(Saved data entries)
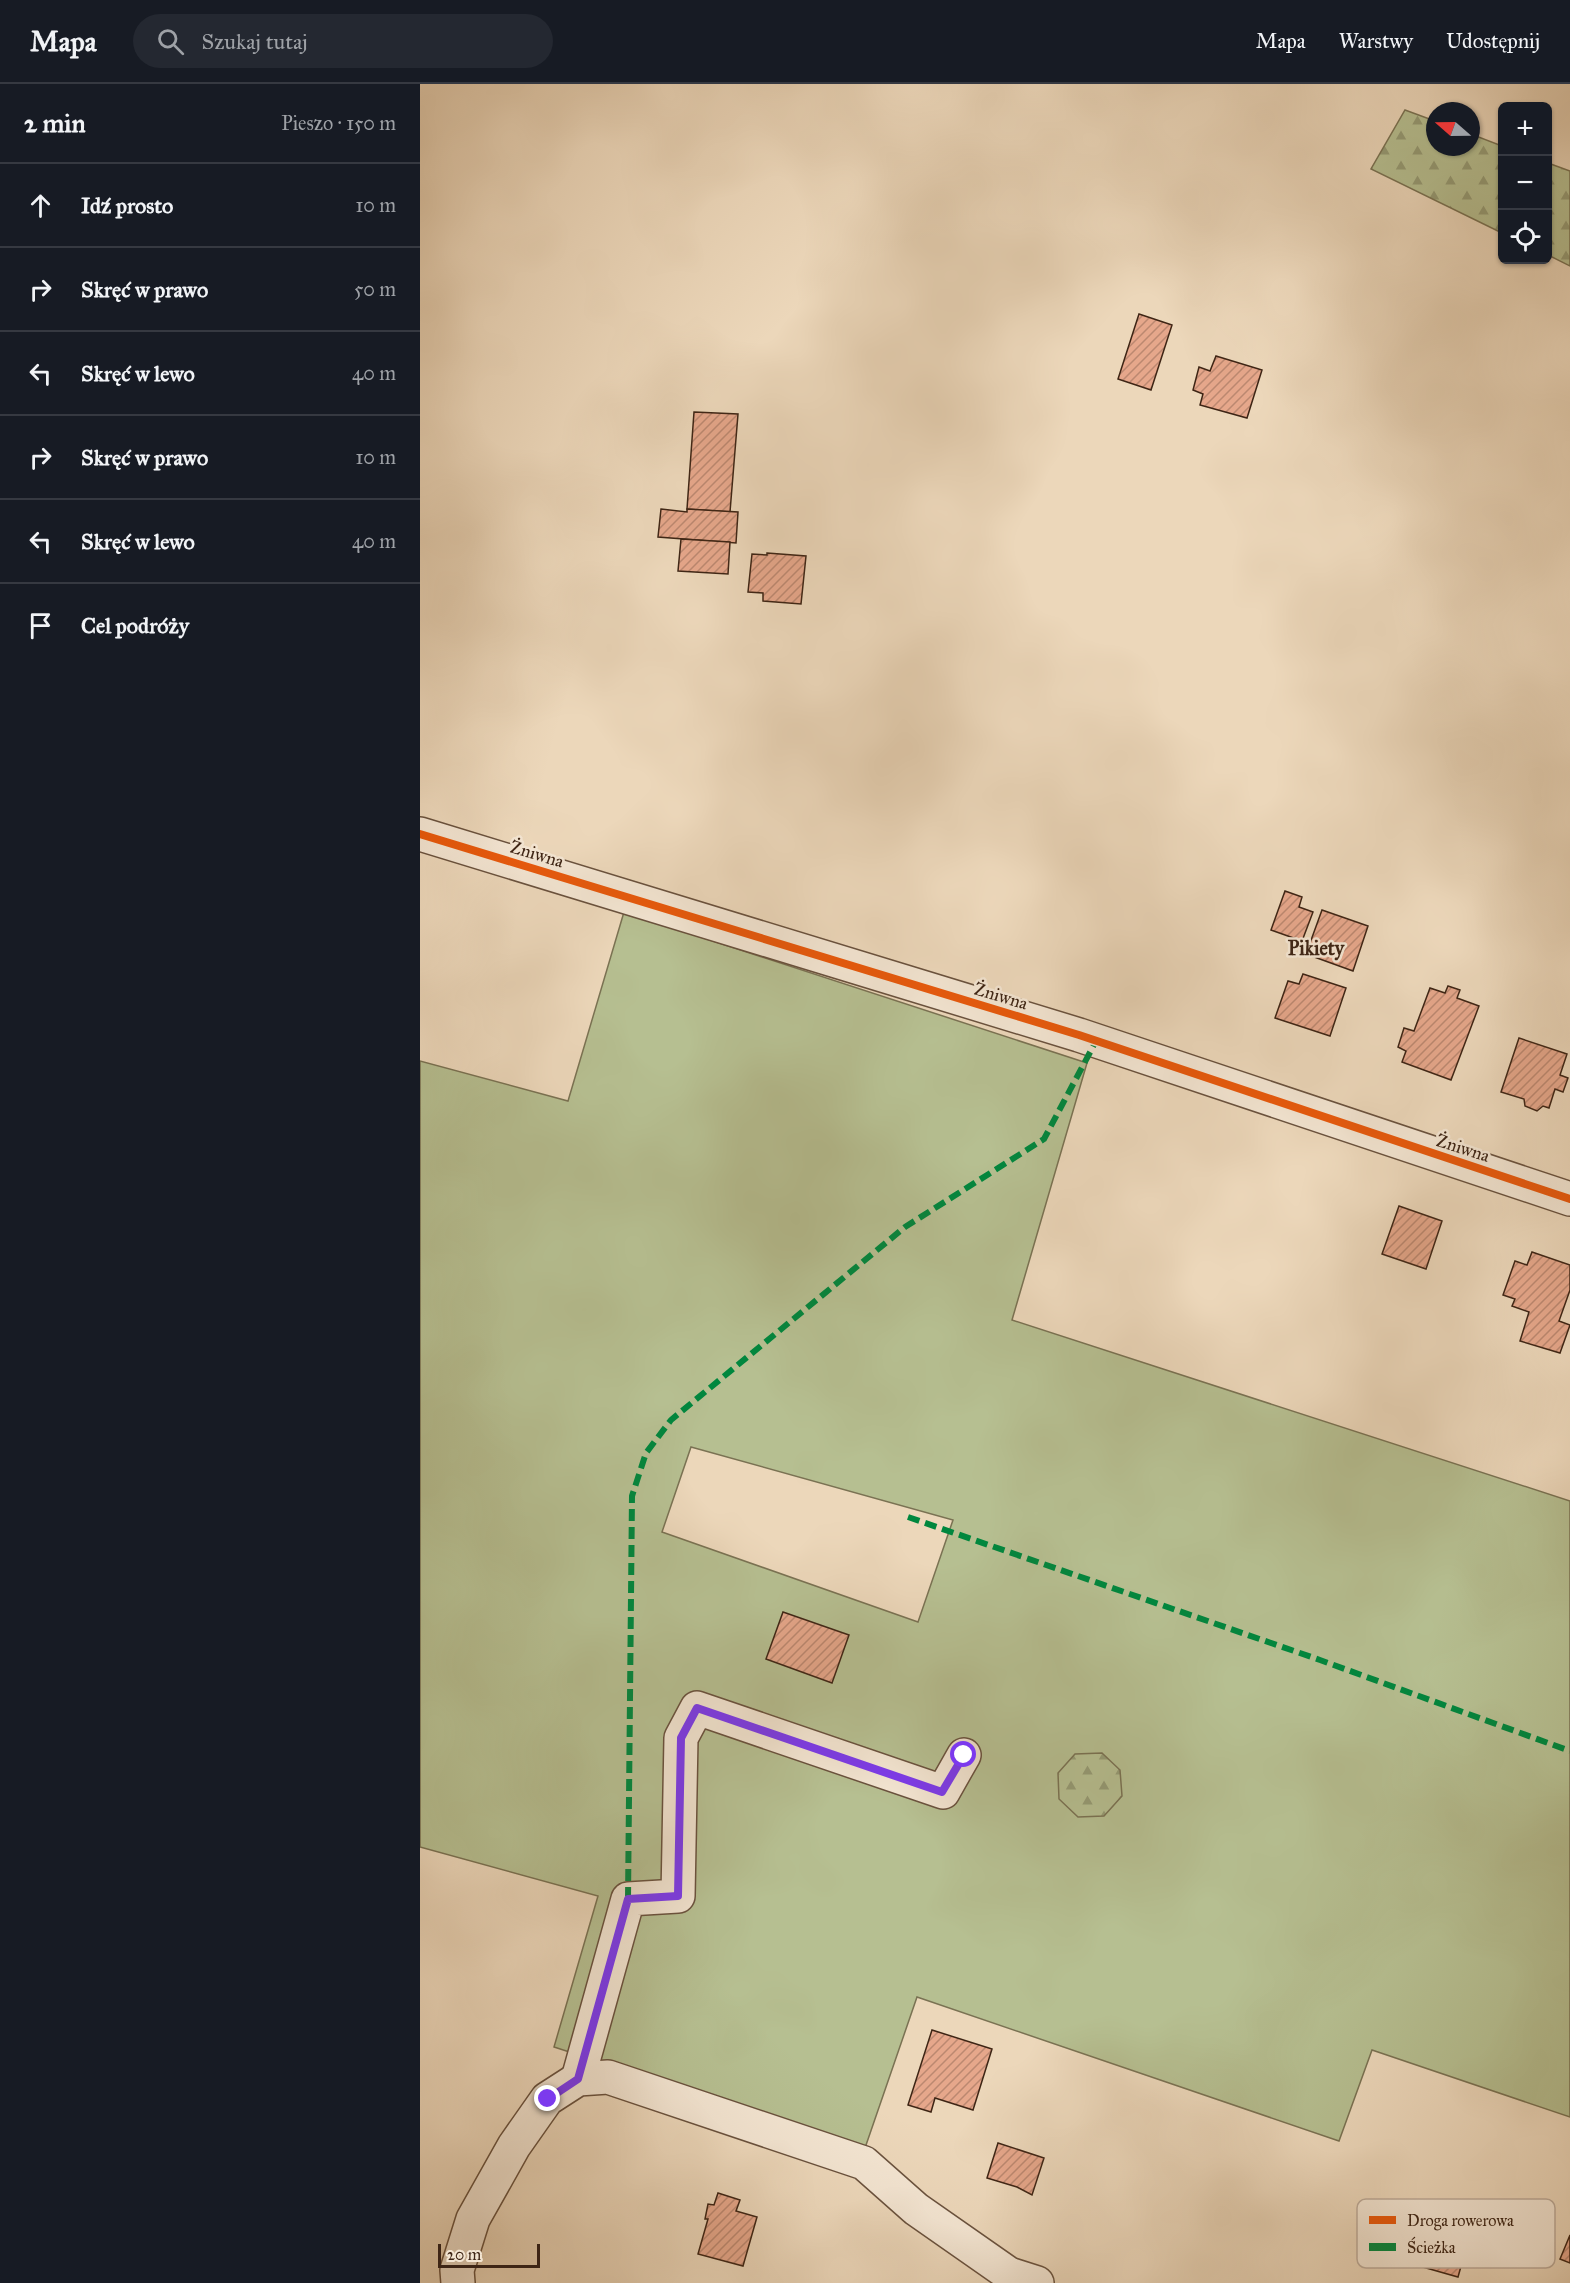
<!DOCTYPE html>
<html lang="pl">
<head>
<meta charset="utf-8">
<style>
	body { margin:0; font-family:"IM FELL Great Primer",serif; background:#242831; color:#f1f3f6 }
	.controls { position:absolute; right:18px; top:18px; display:grid; overflow:hidden; border-radius:9px; box-shadow:0 2px 4px #0004 }
	.controls button { width:54px; height:54px; display:grid; place-items:center; padding:0; border:0; border-bottom:2px solid #363941; background:#171b24; color:#f1f3f6; font:30px sans-serif }
	.compass { position:absolute; left:1006px; top:18px; width:54px; height:54px; border-radius:50%; background:#171b24; box-shadow:0 2px 4px #0004; rotate:290deg }
	.scale { position:absolute; left:18px; bottom:15px; width:102px; box-sizing:border-box; padding-left:6px; border:3px solid #3e2515; border-top:0; font-size:16px; line-height:21px; white-space:nowrap; color:#3e2515; -webkit-text-stroke:4px #f3e5d2; paint-order:stroke }
	.stop { position:absolute; width:18px; height:18px; margin:-14px; border:4px solid #7c3aed; border-radius:50%; background:#fff }
	.stop.end { background:#7c3aed; border-color:#fff; box-shadow:0 2px 6px #0008 }
	.list { margin:0; padding:0; list-style:none }
	h2 { display:flex; justify-content:space-between; align-items:center; height:78px; margin:0; padding:0 24px; font-size:26px }
	h2 small { font-size:20px; font-weight:400; color:#9ea1a6 }
	.list li { display:grid; grid-template-columns:39px 1fr auto; gap:18px; align-items:center; box-sizing:border-box; height:84px; padding:0 24px; border-top:2px solid #363941 }
	.list b { display:block; font-size:22px; white-space:nowrap }
	.list em { font-size:20px; font-style:normal; color:#9ea1a6 }
	.icon { flex:none; width:33px; height:33px; fill:none; stroke:currentColor; stroke-width:2; stroke-linecap:round; stroke-linejoin:round }
	.map { position:relative; flex:none; width:1150px; height:2199px; overflow:hidden }
	header { display:flex; align-items:center; gap:36px; box-sizing:border-box; height:84px; padding:0 30px; background:#171b24; border-bottom:2px solid #363941 }
	header strong { font-size:28px }
	nav { display:flex; gap:33px; margin-inline-start:auto; font-size:21px }
	.search { width:420px; height:54px; background:#242831; display:flex; align-items:center; gap:15px; box-sizing:border-box; padding:0 21px; border-radius:33px; color:#9ea1a6; font-size:22px }
	main { display:flex }
	aside { flex:1; background:#171b24 }
	.map>svg:first-child { display:block }
	.grass { fill:#b6bf91; stroke:#7a7253; stroke-width:1.5; fill-rule:evenodd }
	.forest { fill:url(#forest-firs); stroke:#7a7253; stroke-width:1.5 }
	.building { fill:url(#building-hatch); stroke:#3e2515; stroke-width:1.5 }
	.lines { fill:none; stroke-linecap:round; stroke-linejoin:round }
	.minor-casing { stroke:#6a523e; stroke-width:36 }
	.minor { stroke:#f3e5d2; stroke-width:33 }
	.quiet { stroke:#00873e; stroke-width:6; stroke-dasharray:12 6; stroke-linecap:butt }
	.cycleway-casing { stroke:#f3e5d2; stroke-width:11 }
	.cycleway { stroke:#e8590c; stroke-width:8 }
	.route { stroke:#7c3aed; stroke-width:8 }
	.labels { text-anchor:middle; dominant-baseline:central; stroke-width:5; stroke-linejoin:round; paint-order:stroke }
	.street-label { font-size:18px; fill:#3e2515; stroke:#f3e5d2 }
	.neighbourhood-label { font-size:20px; font-weight:bold; fill:#3e2515; stroke:#f3e5d2 }
	.key { fill:#f3e5d2; stroke:#bdab99; stroke-width:1.5 }
	.key-label { font-size:16px; fill:#3e2515 }
</style>
</head>
<body>
<header>
<strong>Mapa</strong>
<div class="search"><svg class="icon" aria-label="search" viewBox="0 0 24 24"><circle cx="10" cy="10" r="6"/><path d="M15 15l6 6"/></svg>Szukaj tutaj</div>
<nav><a>Mapa</a><a>Warstwy</a><a>Udostępnij</a></nav>
</header>
<main>
<aside>
<h2>2 min<small>Pieszo · 150 m</small></h2>
<ul class="list">
<li><svg class="icon" aria-label="ahead" viewBox="0 0 24 24"><path d="M12 20V5M6 11l6-6 6 6"/></svg><div><b>Idź prosto</b></div><em>10 m</em></li>
<li><svg class="icon" aria-label="right" viewBox="0 0 24 24"><path d="M7 20v-9h11M14 6l5 5-5 5"/></svg><div><b>Skręć w prawo</b></div><em>50 m</em></li>
<li><svg class="icon" aria-label="left" viewBox="0 0 24 24"><path d="M17 20v-9H6M10 6l-5 5 5 5"/></svg><div><b>Skręć w lewo</b></div><em>40 m</em></li>
<li><svg class="icon" aria-label="right" viewBox="0 0 24 24"><path d="M7 20v-9h11M14 6l5 5-5 5"/></svg><div><b>Skręć w prawo</b></div><em>10 m</em></li>
<li><svg class="icon" aria-label="left" viewBox="0 0 24 24"><path d="M17 20v-9H6M10 6l-5 5 5 5"/></svg><div><b>Skręć w lewo</b></div><em>40 m</em></li>
<li><svg class="icon" aria-label="arrive" viewBox="0 0 24 24"><path d="M6 21V4h12l-3 4 3 4H6"/></svg><div><b>Cel podróży</b></div></li>
</ul>
</aside>
<div class="map">
<svg width="1150" height="2199" viewBox="0 0 1150 2199">
	<defs>
		<pattern id="forest-firs" width="22" height="20" patternUnits="userSpaceOnUse" patternTransform="scale(1.5)"><rect width="22" height="20" fill="#b6bf91"/><path d="M5 1l3.5 6h-7zM16 11l3.5 6h-7z" fill="#959b75"/></pattern>
		<pattern id="building-hatch" width="6" height="6" patternUnits="userSpaceOnUse" patternTransform="scale(1.5)"><rect width="6" height="6" fill="#e6a78b"/><path d="M-1 1l2-2M0 6l6-6M5 7l2-2" fill="none" stroke="#bc8870"/></pattern>
	</defs>
	<rect width="100%" height="100%" fill="#ecd7ba"/>
	<filter id="stains"><feTurbulence type="fractalNoise" baseFrequency=".00333" numOctaves="4"/><feColorMatrix values="0 0 0 0 .2 0 0 0 0 .09 0 0 0 0 .02 0 0 0 .5 -.17"/></filter>
	<radialGradient id="worn" r=".72"><stop offset=".6" stop-color="#630" stop-opacity="0"/><stop offset="1" stop-color="#630" stop-opacity=".3"/></radialGradient>
	<path class="grass" d="M204 828 667 979 592 1236 1150 1417V2033L952 1966 919 2057 497 1913 445 2064 134 1963 178 1812 0 1763V977L148 1017ZM271 1363 533 1436 498 1538 242 1448Z"/>
	<g class="forest">
		<path d="M985 26 1015 37V63H1051V50L1082 62V149L951 85Z"/>
		<path d="M1128 79 1150 87V182L1128 171Z"/>
		<path d="M682 1669 700 1686 702 1712 684 1732 658 1733 639 1715 638 1689 655 1670Z"/>
	</g>
	<g class="building">
		<path d="M719 230 752 241 731 306 698 295Z"/>
		<path d="M796 272 842 286 827 334 780 321 783 310 773 306 779 283 790 287Z"/>
		<path d="M274 328 318 330 310 428 267 425Z"/>
		<path d="M241 425 267 428V425L318 428 316 459 238 453Z"/>
		<path d="M261 455 310 458 308 490 258 487Z"/>
		<path d="M347 469 386 472 381 520 343 517V509L328 508 332 470 347 471Z"/>
		<path d="M865 807 882 813 879 823 893 828 882 857 851 846Z"/>
		<path d="M902 826 948 842 933 887 886 870Z"/>
		<path d="M883 890 926 904 910 952 855 934 868 897 879 900Z"/>
		<path d="M1028 902 1040 906 1037 914 1059 922 1031 996 982 978 986 967 978 963 984 944 994 947 1010 904 1025 909Z"/>
		<path d="M1099 954 1147 970 1140 991 1148 994 1143 1008 1135 1005 1129 1024 1123 1022 1117 1027 1105 1022 1104 1015 1081 1008Z"/>
		<path d="M979 1122 1022 1137 1006 1185 962 1170Z"/>
		<path d="M1112 1168 1150 1181V1206L1139 1237 1150 1241 1140 1269 1100 1257 1109 1228 1092 1222 1095 1215 1083 1211 1095 1177 1107 1181Z"/>
		<path d="M363 1528 429 1551 412 1599 346 1575Z"/>
		<path d="M512 1946 572 1965 553 2026 515 2014 511 2028 488 2021Z"/>
		<path d="M578 2059 624 2074 612 2111 597 2103 567 2094Z"/>
		<path d="M298 2109 320 2116 316 2127 337 2133 323 2182 278 2170 288 2135H285L288 2120 294 2121Z"/>
		<path d="M1150 2151V2179L1140 2175Z"/>
		<path d="M1006 2157 1045 2168 1038 2193 999 2182Z"/>
	</g>
	<g class="lines">
		<g class="minor-casing">
			<g id="minor">
				<path d="M0 750 659 951 1150 1115"/>
				<path d="M158 1995 208 1815 258 1812 261 1654 277 1624 523 1708 544 1671"/>
				<path d="M38 2199 37 2186 53 2135 94 2062 127 2015 158 1995 188 1993 444 2079 496 2125 589 2190 617 2199"/>
			</g>
		</g>
		<use href="#minor" class="minor"/>
		<g class="quiet">
			<path d="M488 1433 900 1576 1150 1667"/>
			<path d="M208 1815 212 1412 226 1369 251 1336 485 1143 624 1055 676 957"/>
		</g>
		<g class="cycleway-casing">
			<path id="cycleway" d="M0 750 659 951 1150 1115"/>
		</g>
		<use href="#cycleway" class="cycleway"/>
	</g>
	<g class="lines">
		<path class="route" d="M128 2015 158 1995 208 1815 258 1812 261 1654 277 1624 522 1708 544 1671"/>
	</g>
	<g class="labels">
		<g class="street-label">
			<text transform="translate(117 770) rotate(17)">Żniwna</text>
			<text transform="translate(581 912) rotate(17)">Żniwna</text>
			<text transform="translate(1043 1064) rotate(18)">Żniwna</text>
		</g>
		<g class="neighbourhood-label">
			<text x="896" y="864">Pikiety</text>
		</g>
	</g>
	<rect x="937" y="2115" width="198" height="69" rx="9" class="key"/>
	<rect x="949" y="2132" width="27" height="8" fill="#e8590c"/>
	<rect x="949" y="2159" width="27" height="8" fill="#00873e"/>
	<g class="key-label">
		<text x="987" y="2142">Droga rowerowa</text>
		<text x="987" y="2169">Ścieżka</text>
	</g>
	<rect width="100%" height="100%" filter="url(#stains)"/>
	<rect width="100%" height="100%" fill="url(#worn)"/>
</svg>
<div class="controls">
<button>+</button>
<button>−</button>
<button><svg class="icon" aria-label="locate" viewBox="0 0 24 24"><circle cx="12" cy="12" r="6"/><path d="M12 2v4M12 18v4M2 12h4M18 12h4"/></svg></button>
</div>
<svg class="compass" viewBox="-18 -18 36 36"><path d="M0-13l5 13h-10z" fill="#e53935"/><path d="M0 13l5-13h-10z" fill="#9ea1a6"/></svg>
<div class="scale">20 m</div>
<div class="stop" style="left:544px;top:1671px"></div>
<div class="stop end" style="left:128px;top:2015px"></div>
</div>
</main>
</body>
</html>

Work task | Word for word and without pictures, please write out only the lines from the start of the entries through the line containing "position:absolute; right:18px; top:18px;", both included.

Answer space |
<!DOCTYPE html>
<html lang="pl">
<head>
<meta charset="utf-8">
<style>
	body { margin:0; font-family:"IM FELL Great Primer",serif; background:#242831; color:#f1f3f6 }
	.controls { position:absolute; right:18px; top:18px; display:grid; overflow:hidden; border-radius:9px; box-shadow:0 2px 4px #0004 }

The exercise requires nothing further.